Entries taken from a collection
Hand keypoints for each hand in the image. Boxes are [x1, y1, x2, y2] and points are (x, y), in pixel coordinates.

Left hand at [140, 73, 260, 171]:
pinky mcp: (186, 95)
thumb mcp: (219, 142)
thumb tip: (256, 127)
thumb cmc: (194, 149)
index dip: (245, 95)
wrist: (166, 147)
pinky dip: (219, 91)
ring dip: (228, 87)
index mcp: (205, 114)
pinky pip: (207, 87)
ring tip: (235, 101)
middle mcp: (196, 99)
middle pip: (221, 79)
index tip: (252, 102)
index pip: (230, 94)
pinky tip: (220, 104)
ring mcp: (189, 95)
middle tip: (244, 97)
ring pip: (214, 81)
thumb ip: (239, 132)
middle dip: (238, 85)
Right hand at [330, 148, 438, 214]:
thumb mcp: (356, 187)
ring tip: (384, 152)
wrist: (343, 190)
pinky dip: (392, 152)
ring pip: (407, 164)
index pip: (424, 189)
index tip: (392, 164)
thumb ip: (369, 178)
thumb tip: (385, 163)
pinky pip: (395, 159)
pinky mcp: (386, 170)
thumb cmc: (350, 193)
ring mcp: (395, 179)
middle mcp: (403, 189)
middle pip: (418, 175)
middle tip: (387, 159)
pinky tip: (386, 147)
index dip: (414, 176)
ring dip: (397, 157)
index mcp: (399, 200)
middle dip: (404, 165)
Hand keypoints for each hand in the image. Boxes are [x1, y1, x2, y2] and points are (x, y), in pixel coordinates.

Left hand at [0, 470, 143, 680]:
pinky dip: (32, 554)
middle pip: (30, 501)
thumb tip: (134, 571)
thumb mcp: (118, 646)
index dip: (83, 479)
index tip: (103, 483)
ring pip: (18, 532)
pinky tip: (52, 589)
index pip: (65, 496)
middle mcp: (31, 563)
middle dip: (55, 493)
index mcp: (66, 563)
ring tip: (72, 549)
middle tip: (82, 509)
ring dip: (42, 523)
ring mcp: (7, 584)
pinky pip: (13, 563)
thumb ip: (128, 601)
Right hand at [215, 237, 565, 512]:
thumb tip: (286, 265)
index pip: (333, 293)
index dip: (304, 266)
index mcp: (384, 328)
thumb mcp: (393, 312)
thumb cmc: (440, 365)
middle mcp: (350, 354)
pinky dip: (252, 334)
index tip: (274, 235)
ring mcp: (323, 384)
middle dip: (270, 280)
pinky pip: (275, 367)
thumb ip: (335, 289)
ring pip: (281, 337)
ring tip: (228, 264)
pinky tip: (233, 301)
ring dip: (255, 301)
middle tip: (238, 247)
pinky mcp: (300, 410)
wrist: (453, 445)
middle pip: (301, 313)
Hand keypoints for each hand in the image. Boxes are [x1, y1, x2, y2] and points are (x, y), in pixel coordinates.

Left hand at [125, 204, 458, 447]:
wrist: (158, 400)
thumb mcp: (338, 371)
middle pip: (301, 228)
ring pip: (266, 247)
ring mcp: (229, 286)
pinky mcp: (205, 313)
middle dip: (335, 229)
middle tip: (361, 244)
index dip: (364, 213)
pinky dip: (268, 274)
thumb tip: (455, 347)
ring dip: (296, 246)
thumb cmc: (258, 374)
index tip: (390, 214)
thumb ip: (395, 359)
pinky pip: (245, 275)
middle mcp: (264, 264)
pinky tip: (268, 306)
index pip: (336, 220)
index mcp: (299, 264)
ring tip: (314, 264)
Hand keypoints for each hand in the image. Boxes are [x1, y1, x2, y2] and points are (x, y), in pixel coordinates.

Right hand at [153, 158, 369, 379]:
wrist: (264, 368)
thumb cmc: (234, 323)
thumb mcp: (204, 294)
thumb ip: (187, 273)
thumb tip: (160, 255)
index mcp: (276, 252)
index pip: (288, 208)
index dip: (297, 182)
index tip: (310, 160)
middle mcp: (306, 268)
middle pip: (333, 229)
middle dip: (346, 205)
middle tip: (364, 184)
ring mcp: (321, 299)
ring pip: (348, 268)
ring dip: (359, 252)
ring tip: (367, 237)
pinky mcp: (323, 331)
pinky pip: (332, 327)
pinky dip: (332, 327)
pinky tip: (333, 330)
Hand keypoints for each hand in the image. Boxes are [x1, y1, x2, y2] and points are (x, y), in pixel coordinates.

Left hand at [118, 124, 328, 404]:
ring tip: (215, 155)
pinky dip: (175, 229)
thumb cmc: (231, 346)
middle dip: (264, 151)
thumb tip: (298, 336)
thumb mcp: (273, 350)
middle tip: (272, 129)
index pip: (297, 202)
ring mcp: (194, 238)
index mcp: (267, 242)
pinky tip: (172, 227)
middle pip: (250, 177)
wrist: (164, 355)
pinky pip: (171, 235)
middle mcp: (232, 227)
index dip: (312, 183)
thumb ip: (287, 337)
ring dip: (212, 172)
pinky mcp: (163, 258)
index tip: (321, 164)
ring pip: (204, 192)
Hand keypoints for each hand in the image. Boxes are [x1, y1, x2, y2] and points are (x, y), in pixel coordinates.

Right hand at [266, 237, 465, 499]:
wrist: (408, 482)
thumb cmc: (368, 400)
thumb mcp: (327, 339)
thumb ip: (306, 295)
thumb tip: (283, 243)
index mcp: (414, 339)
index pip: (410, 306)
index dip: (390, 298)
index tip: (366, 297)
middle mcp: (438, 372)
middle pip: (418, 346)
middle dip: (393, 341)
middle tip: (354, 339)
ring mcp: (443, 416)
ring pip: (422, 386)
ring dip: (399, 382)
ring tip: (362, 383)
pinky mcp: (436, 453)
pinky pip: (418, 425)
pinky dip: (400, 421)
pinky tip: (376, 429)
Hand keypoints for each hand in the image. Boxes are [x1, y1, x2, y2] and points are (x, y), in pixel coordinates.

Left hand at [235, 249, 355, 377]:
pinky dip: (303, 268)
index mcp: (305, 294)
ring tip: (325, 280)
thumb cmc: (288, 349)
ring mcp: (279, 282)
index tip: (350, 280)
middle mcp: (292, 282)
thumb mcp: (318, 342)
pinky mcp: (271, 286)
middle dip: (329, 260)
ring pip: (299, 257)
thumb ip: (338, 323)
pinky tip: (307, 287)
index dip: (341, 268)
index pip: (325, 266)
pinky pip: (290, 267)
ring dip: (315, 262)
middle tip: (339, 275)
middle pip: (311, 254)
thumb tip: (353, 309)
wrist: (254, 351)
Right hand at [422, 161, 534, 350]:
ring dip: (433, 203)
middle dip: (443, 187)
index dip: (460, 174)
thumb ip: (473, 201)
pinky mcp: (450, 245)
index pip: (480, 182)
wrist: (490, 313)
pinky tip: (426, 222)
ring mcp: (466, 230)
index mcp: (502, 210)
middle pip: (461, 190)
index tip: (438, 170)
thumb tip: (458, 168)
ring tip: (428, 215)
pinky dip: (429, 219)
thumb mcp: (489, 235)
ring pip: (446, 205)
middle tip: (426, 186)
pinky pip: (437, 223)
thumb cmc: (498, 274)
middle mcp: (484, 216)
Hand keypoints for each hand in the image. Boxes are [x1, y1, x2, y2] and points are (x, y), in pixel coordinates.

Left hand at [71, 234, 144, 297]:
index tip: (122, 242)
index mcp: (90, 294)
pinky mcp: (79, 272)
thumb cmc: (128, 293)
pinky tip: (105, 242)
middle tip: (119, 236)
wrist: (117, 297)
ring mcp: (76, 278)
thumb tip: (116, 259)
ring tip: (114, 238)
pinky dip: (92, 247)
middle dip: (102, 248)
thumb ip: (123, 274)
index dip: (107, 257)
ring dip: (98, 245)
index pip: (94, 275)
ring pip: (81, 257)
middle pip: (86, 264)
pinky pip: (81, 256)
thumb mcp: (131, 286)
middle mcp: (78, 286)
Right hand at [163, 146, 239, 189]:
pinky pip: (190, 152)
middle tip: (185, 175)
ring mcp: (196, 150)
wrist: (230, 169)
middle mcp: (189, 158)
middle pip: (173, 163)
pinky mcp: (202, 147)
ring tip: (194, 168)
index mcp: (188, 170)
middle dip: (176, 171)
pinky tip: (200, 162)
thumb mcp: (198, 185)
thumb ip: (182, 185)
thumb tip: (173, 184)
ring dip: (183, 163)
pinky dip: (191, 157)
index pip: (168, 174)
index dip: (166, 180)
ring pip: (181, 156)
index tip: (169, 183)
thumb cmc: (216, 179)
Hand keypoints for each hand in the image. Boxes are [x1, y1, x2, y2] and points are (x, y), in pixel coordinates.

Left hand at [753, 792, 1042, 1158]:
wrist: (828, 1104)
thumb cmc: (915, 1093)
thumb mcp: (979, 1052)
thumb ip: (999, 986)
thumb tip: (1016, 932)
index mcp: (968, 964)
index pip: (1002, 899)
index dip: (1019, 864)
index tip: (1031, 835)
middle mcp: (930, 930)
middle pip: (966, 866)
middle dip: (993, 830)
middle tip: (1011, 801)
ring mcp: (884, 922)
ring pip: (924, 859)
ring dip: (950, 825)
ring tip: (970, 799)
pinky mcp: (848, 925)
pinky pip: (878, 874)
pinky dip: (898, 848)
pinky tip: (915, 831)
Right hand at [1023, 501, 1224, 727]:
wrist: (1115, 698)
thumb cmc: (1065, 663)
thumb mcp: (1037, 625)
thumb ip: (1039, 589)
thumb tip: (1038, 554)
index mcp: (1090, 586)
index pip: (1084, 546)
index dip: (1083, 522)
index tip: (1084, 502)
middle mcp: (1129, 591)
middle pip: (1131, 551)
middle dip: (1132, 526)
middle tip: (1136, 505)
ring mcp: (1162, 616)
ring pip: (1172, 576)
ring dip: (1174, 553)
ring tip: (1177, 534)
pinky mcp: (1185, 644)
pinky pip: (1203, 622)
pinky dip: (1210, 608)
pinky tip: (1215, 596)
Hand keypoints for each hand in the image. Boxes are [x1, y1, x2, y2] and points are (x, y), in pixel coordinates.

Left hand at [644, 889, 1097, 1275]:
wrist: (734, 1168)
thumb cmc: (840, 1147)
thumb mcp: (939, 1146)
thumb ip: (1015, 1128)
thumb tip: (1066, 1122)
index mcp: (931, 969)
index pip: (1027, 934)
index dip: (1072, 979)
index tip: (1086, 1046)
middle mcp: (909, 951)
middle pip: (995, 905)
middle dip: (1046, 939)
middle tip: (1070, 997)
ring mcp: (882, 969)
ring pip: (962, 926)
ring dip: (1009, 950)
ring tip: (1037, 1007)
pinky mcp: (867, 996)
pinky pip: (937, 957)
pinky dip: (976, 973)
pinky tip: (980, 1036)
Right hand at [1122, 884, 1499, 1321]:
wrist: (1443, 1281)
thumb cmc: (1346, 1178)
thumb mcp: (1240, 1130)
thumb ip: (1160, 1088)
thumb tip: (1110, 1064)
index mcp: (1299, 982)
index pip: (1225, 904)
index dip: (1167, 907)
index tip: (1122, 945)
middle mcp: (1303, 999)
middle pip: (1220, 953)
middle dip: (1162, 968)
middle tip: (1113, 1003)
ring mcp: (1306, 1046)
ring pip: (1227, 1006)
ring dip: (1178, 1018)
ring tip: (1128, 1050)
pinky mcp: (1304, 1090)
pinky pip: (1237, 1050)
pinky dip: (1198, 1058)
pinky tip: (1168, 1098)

**Task to complete:** Please give an exact copy of the entries above, from the line with "ring pip: (204, 192)" down to the line with "pinky pip: (290, 267)", inclusive, and nothing else.

**Solution:**
ring pip: (204, 192)
Hand keypoints for each hand in the image. Boxes are [x1, y1, x2, y2] and points are (x, y), in pixel coordinates.

Right hand at [266, 237, 465, 499]:
wrist: (408, 482)
thumb cmc: (368, 400)
thumb mcp: (327, 339)
thumb ip: (306, 295)
thumb tip: (283, 243)
index mcp: (414, 339)
index pip: (410, 306)
index dip: (390, 298)
index tip: (366, 297)
middle mcp: (438, 372)
middle pip: (418, 346)
middle dip: (393, 341)
middle tip: (354, 339)
ring mcp: (443, 416)
ring pip: (422, 386)
ring dip: (399, 382)
ring tip: (362, 383)
pinky mcp: (436, 453)
pinky pip: (418, 425)
pinky dip: (400, 421)
pinky tip: (376, 429)
Hand keypoints for each hand in the image. Boxes are [x1, y1, x2, y2] and points are (x, y), in pixel coordinates.

Left hand at [235, 249, 355, 377]:
pinky dip: (303, 268)
index mcp: (305, 294)
ring tip: (325, 280)
thumb cmc: (288, 349)
ring mcp: (279, 282)
index tip: (350, 280)
middle mcp: (292, 282)
thumb mcp: (318, 342)
pinky mcp: (271, 286)
middle dip: (329, 260)
ring pip: (299, 257)
thumb ip: (338, 323)
pinky tip: (307, 287)
index dip: (341, 268)
index pip: (325, 266)
pinky pip: (290, 267)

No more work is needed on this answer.